Often when I read about homeschooling in other states I am reminded about how fortunate I am to live in NH, where homeschooling is very mildly regulated. While the state has virtually no control over what we teach or how we teach it, we are required to provide annual evidence of progress in one of two ways: a portfolio evaluation performed by a certified teacher; or standardized test results at 40th percentile or above. In the past, this evidence was submitted to the district for evaluation, and could then be used to determine the legitimacy of a home education program. As of last summer, this changed. While we’re still required to show evidence of progress, it no longer has to be submitted to anyone and it cannot be used to terminate a home education program.
I keep a portfolio of Lillia’s work, but I am not too keen on presenting it to someone to be “evaluated.” It feels like a situation where I would have to “explain” the why and how of everything, and I’m just not interested in doing that. I’m also not a huge fan of standardized testing, for many reasons, but just once in the spring seems okay to me (and Lillia actually likes taking the test, for some reason).
So, today was test day. Our district allowed us to take the test they use (the NWEA MAP Reading & Math). As usual, Lillia’s Reading scores were through the roof. Her overall Reading score was 232, which puts her in the 98th percentile for her grade, nationwide. I’m not going to mince words here — she is reading better (by quite a few points) than the average 11th grader. I’m actually a little overwhelmed by this knowledge, but not exactly surprised.
On the other hand, her Math score was 203 which is, literally, the national average and puts her in the 50th percentile for her grade. Last year, her percentile was much higher. I’m still trying to sort through this but the most obvious explanation is that we just started learning multiplication, whereas her peers have been studying it all year. As I’ve mentioned many times we are using the Life of Fred books, and I love them. I am not blaming Fred for the drop in her math score. The Fred books are doing something completely different than what the district is doing (not coincidentally, the district is preparing students for the test that my daughter just took). I chose to go back to the beginning of the Fred series, even though the work was easier, because there are a lot of concepts that Stanley Schmidt introduces in the early books that Lillia will need to know later on. I didn’t want her to miss anything. But, because of that, we are just now getting to the books dealing with multiplication…so Lillia is behind. I’m trying not to agonize over this because I think that what we are doing has value, above and beyond preparation for standardized testing, but it will be helpful when I’m planning what to do next year. Math never came easy for me, and it’s possible it won’t be easy for Lillia, either. On the other hand, it will be interesting to see her scores at the end of next year when we have finished the Life of Fred elementary series. My guess is that there will be a big improvement.
Here are Lillia’s actual test results: Lillia MAPs 2013 (the notes are the test administrator’s)

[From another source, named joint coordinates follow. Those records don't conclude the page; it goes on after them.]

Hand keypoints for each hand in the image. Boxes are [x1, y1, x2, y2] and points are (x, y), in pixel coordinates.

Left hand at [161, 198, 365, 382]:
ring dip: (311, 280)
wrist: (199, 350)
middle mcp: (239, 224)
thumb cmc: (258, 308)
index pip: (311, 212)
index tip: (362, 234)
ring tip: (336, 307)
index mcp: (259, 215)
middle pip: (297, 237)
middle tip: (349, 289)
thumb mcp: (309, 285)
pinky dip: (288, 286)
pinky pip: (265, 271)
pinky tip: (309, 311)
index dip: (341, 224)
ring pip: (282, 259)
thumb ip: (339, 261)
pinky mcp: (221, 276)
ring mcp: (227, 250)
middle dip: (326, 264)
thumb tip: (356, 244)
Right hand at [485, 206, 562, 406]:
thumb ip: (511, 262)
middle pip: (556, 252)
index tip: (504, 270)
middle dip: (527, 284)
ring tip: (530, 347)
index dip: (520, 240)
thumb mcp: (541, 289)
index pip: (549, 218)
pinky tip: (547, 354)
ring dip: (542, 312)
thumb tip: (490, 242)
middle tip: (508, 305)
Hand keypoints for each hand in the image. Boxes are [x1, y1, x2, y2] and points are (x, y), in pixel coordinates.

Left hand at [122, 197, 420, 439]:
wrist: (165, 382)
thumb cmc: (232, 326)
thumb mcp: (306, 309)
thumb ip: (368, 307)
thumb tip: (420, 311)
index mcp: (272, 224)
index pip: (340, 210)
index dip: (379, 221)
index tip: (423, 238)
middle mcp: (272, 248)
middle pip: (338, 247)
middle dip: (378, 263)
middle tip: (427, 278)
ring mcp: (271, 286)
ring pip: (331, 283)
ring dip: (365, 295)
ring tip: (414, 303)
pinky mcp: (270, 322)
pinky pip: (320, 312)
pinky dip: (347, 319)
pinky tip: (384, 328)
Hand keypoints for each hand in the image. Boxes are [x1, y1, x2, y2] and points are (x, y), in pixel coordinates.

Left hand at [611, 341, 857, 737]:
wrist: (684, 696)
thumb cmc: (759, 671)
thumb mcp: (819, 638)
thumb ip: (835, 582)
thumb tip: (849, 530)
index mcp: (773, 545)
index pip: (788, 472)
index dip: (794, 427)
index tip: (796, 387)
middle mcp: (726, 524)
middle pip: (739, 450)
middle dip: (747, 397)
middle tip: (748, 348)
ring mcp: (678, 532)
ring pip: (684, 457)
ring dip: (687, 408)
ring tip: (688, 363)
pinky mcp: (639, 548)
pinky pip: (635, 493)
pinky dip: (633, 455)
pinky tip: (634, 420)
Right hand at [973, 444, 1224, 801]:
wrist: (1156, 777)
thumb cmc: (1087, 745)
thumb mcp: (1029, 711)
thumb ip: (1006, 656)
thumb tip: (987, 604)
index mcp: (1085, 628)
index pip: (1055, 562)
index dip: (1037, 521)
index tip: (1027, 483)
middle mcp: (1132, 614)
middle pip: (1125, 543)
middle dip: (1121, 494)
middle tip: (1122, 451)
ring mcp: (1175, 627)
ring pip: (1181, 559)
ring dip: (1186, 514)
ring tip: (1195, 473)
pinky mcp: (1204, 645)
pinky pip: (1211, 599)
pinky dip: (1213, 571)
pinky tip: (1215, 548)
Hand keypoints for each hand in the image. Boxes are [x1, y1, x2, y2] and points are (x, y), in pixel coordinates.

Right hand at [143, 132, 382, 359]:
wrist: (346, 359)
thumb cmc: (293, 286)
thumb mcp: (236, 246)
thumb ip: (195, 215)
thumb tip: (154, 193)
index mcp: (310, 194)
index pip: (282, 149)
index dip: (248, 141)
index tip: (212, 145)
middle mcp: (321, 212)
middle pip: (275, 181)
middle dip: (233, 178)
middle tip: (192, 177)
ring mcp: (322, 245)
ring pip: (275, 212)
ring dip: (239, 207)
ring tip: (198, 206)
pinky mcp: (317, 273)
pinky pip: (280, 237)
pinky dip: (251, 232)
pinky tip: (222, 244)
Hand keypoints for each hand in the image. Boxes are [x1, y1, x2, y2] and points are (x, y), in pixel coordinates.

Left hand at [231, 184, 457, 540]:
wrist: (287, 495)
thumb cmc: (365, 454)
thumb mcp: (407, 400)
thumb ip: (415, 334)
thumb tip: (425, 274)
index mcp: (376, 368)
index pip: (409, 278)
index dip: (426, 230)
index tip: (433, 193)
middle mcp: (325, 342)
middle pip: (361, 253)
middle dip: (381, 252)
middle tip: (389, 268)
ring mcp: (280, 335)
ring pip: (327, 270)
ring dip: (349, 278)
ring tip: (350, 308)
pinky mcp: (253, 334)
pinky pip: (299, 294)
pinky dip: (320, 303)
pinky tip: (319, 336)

And, here is the entire text of the law that I referenced in this post:
193-A:6 Records; Evaluation. –
I. The parent shall maintain a portfolio of records and materials relative to the home education program. The portfolio shall consist of a log which designates by title the reading materials used, and also samples of writings, worksheets, workbooks, or creative materials used or developed by the child. Such portfolio shall be preserved by the parent for 2 years from the date of the ending of the instruction.
II. The parent shall provide for an annual educational evaluation in which is documented the child’s demonstration of educational progress at a level commensurate with the child’s age and ability. The child shall be deemed to have successfully completed his annual evaluation upon meeting the requirements of any one of the following:
(a) A certified teacher or a teacher currently teaching in a nonpublic school who is selected by the parent shall evaluate the child’s educational progress upon review of the portfolio and discussion with the parent or child;
(b) The child shall take any national student achievement test, administered by a person who meets the qualifications established by the provider or publisher of the test. Composite results at or above the fortieth percentile on such tests shall be deemed reasonable academic proficiency;
(c) The child shall take a state student assessment test used by the resident district. Composite results at or above the fortieth percentile on such state test shall be deemed reasonable academic proficiency; or
(d) The child shall be evaluated using any other valid measurement tool mutually agreed upon by the parent and the commissioner of education, resident district superintendent, or nonpublic school principal.
III. The parent shall maintain a copy of the evaluation. The results of the evaluation:
(a) May be used to demonstrate the child’s academic proficiency in order to participate in public school programs, and co-curricular activities which are defined as school district-sponsored and directed athletics, fine arts, and academic activities. Home educated students shall be subject to the same participation policy and eligibility conditions as apply to public school students.
(b) Shall not be used as a basis for termination of a home education program.
(c) Provides a basis for a constructive relationship between the parent and the evaluator, both working together in the best interest of the child.
Source. 1990, 279:3. 2006, 13:4, eff. May 12, 2006. 2012, 227:2, eff. June 16, 2012.